### EXERCISE GOAL:
Go through the data and copy each line where the word "edges" shows up.

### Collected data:

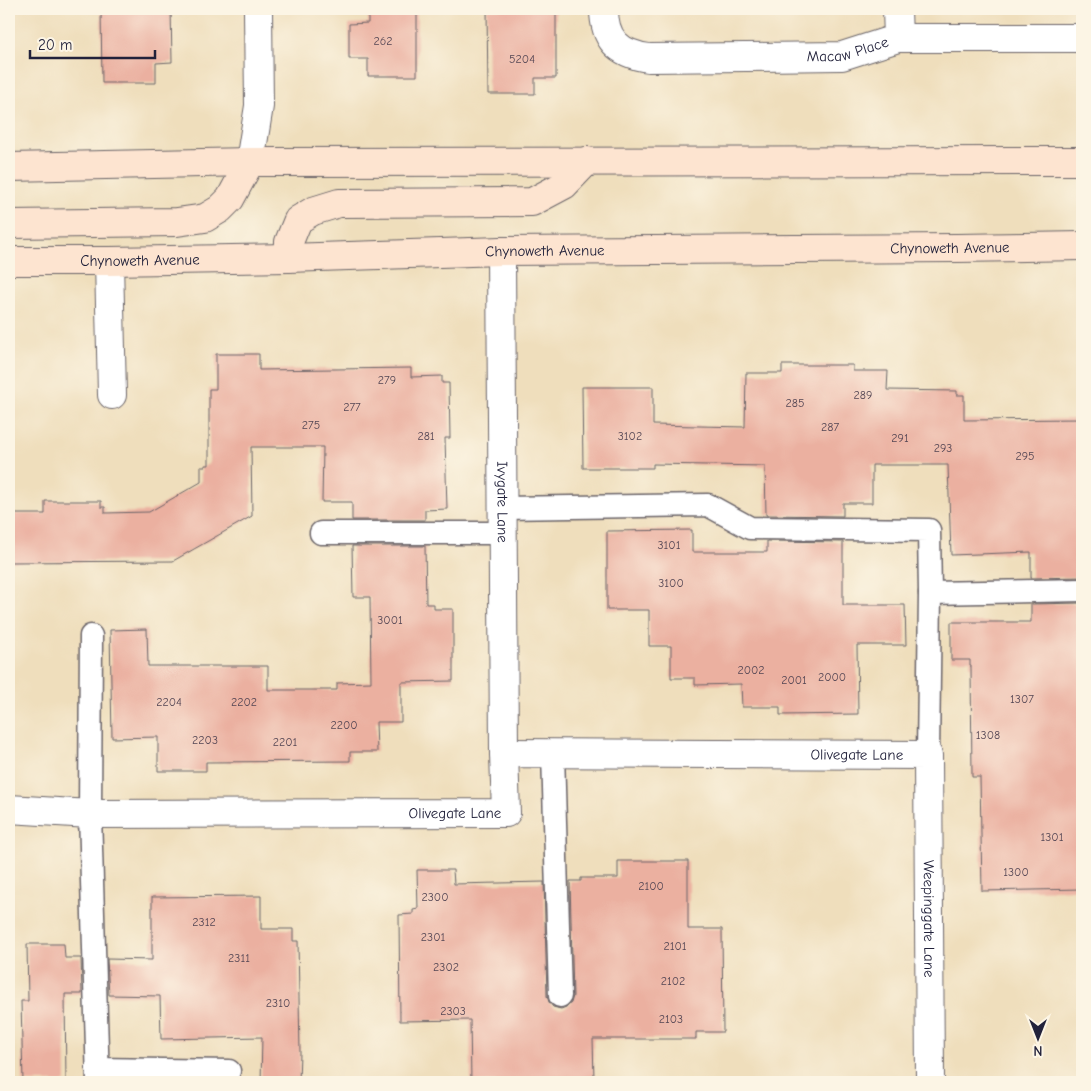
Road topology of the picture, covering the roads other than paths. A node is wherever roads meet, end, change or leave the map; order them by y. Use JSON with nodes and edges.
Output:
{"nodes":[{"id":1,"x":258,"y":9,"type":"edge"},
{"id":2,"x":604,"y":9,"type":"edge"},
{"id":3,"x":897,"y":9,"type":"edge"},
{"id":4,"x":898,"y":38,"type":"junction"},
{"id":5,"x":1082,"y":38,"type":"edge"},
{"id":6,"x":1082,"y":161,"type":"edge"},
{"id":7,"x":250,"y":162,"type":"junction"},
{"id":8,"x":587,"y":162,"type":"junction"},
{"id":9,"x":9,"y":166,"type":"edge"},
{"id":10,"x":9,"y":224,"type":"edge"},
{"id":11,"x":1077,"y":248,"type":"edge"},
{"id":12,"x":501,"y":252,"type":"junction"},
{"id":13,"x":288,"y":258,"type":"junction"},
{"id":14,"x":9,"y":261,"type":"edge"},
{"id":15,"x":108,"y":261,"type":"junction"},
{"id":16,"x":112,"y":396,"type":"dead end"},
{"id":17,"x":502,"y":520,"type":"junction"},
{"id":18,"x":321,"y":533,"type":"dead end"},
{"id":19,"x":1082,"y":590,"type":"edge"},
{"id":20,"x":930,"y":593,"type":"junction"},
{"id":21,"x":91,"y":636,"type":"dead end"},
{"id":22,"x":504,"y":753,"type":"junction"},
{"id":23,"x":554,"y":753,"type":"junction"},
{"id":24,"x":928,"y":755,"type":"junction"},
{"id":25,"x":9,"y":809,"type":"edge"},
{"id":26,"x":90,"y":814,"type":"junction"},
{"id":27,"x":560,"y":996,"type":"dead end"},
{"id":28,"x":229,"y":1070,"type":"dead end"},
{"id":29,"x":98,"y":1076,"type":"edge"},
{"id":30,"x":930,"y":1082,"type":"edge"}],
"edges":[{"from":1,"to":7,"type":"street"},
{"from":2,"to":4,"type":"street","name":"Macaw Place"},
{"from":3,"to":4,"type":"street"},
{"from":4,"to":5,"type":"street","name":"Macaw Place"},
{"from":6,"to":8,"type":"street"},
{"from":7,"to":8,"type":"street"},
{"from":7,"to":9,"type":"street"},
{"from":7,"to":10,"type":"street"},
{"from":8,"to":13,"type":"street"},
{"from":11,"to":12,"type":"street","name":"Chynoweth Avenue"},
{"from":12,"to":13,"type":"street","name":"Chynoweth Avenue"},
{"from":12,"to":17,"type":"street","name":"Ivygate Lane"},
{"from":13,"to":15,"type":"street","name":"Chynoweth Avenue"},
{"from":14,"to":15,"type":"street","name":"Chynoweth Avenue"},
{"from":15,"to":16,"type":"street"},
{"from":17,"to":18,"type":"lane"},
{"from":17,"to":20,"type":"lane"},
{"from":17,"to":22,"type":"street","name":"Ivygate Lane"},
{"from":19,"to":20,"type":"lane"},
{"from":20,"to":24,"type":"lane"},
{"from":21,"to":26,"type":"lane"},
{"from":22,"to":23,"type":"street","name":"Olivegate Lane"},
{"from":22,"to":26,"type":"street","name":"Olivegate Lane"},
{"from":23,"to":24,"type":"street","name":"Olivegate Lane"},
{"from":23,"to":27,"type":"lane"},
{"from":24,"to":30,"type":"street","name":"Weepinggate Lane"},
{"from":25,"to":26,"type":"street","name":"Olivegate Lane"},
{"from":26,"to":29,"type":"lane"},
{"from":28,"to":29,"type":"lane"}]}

### SOLUTION TO THE PROBLEM:
Road topology of the picture, covering the roads other than paths. A node is wherever roads meet, end, change or leave the map; order them by y. Use JSON with nodes and edges.
"edges":[{"from":1,"to":7,"type":"street"},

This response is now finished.